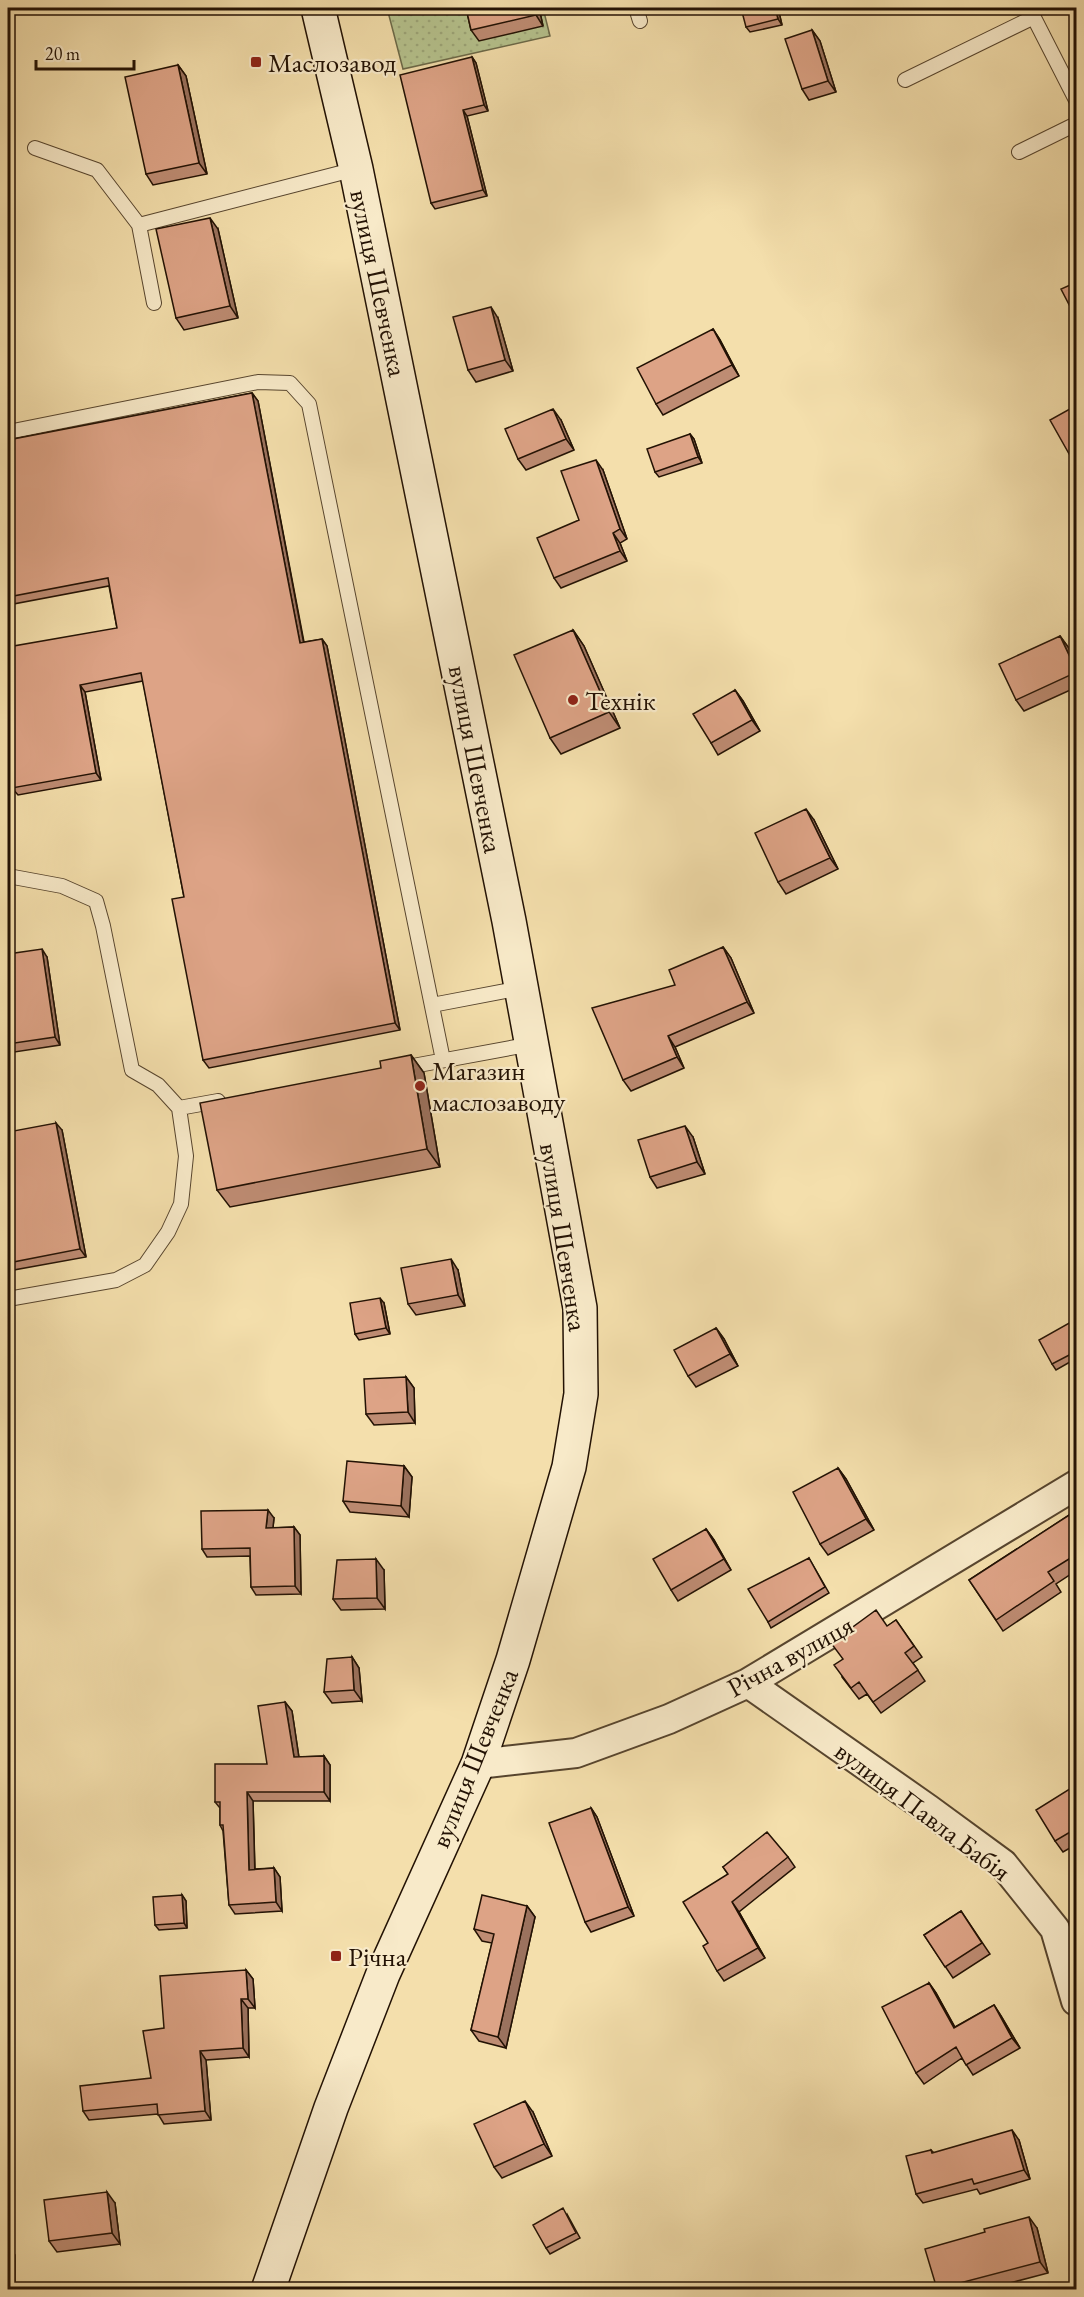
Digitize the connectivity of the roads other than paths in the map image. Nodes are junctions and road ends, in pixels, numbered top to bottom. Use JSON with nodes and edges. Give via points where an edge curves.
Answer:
{"nodes":[{"id":1,"x":318,"y":8,"type":"edge"},
{"id":2,"x":1031,"y":12,"type":"edge"},
{"id":3,"x":905,"y":80,"type":"dead end"},
{"id":4,"x":1077,"y":100,"type":"edge"},
{"id":5,"x":1077,"y":124,"type":"edge"},
{"id":6,"x":35,"y":148,"type":"dead end"},
{"id":7,"x":1019,"y":152,"type":"dead end"},
{"id":8,"x":356,"y":169,"type":"junction"},
{"id":9,"x":139,"y":225,"type":"junction"},
{"id":10,"x":154,"y":303,"type":"dead end"},
{"id":11,"x":8,"y":432,"type":"edge"},
{"id":12,"x":8,"y":876,"type":"edge"},
{"id":13,"x":521,"y":988,"type":"junction"},
{"id":14,"x":432,"y":1005,"type":"junction"},
{"id":15,"x":532,"y":1044,"type":"junction"},
{"id":16,"x":443,"y":1060,"type":"junction"},
{"id":17,"x":386,"y":1071,"type":"edge"},
{"id":18,"x":236,"y":1098,"type":"edge"},
{"id":19,"x":179,"y":1108,"type":"junction"},
{"id":20,"x":8,"y":1299,"type":"edge"},
{"id":21,"x":1077,"y":1485,"type":"edge"},
{"id":22,"x":748,"y":1683,"type":"junction"},
{"id":23,"x":478,"y":1764,"type":"junction"},
{"id":24,"x":1077,"y":2001,"type":"edge"},
{"id":25,"x":268,"y":2289,"type":"edge"}],
"edges":[{"from":1,"to":8,"type":"street","name":"вулиця Шевченка"},
{"from":2,"to":3,"type":"lane"},
{"from":2,"to":4,"type":"lane"},
{"from":5,"to":7,"type":"lane"},
{"from":6,"to":9,"type":"lane","via":[[97,170]]},
{"from":8,"to":9,"type":"lane"},
{"from":8,"to":13,"type":"street","name":"вулиця Шевченка"},
{"from":9,"to":10,"type":"lane"},
{"from":11,"to":14,"type":"lane","via":[[258,382],[290,382],[309,404]]},
{"from":12,"to":19,"type":"lane","via":[[62,886],[96,901],[132,1070],[158,1085]]},
{"from":13,"to":14,"type":"lane"},
{"from":13,"to":15,"type":"street","name":"вулиця Шевченка"},
{"from":14,"to":16,"type":"lane"},
{"from":15,"to":16,"type":"lane"},
{"from":15,"to":23,"type":"street","name":"вулиця Шевченка","via":[[580,1308],[581,1394],[569,1467]]},
{"from":16,"to":17,"type":"lane"},
{"from":18,"to":19,"type":"lane"},
{"from":19,"to":20,"type":"lane","via":[[186,1156],[181,1204],[168,1232],[145,1265],[116,1280]]},
{"from":21,"to":22,"type":"street","name":"Річна вулиця"},
{"from":22,"to":23,"type":"street","name":"Річна вулиця","via":[[669,1719],[576,1753]]},
{"from":22,"to":24,"type":"street","name":"вулиця Павла Бабія","via":[[1003,1864],[1055,1929]]},
{"from":23,"to":25,"type":"street","name":"вулиця Шевченка","via":[[382,1974]]}]}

■ ■ ■ ■ ■ ■ ■

### Problem to work on
For each line in the entries that holds "Річна", return that line.

### Output below
{"from":21,"to":22,"type":"street","name":"Річна вулиця"},
{"from":22,"to":23,"type":"street","name":"Річна вулиця","via":[[669,1719],[576,1753]]},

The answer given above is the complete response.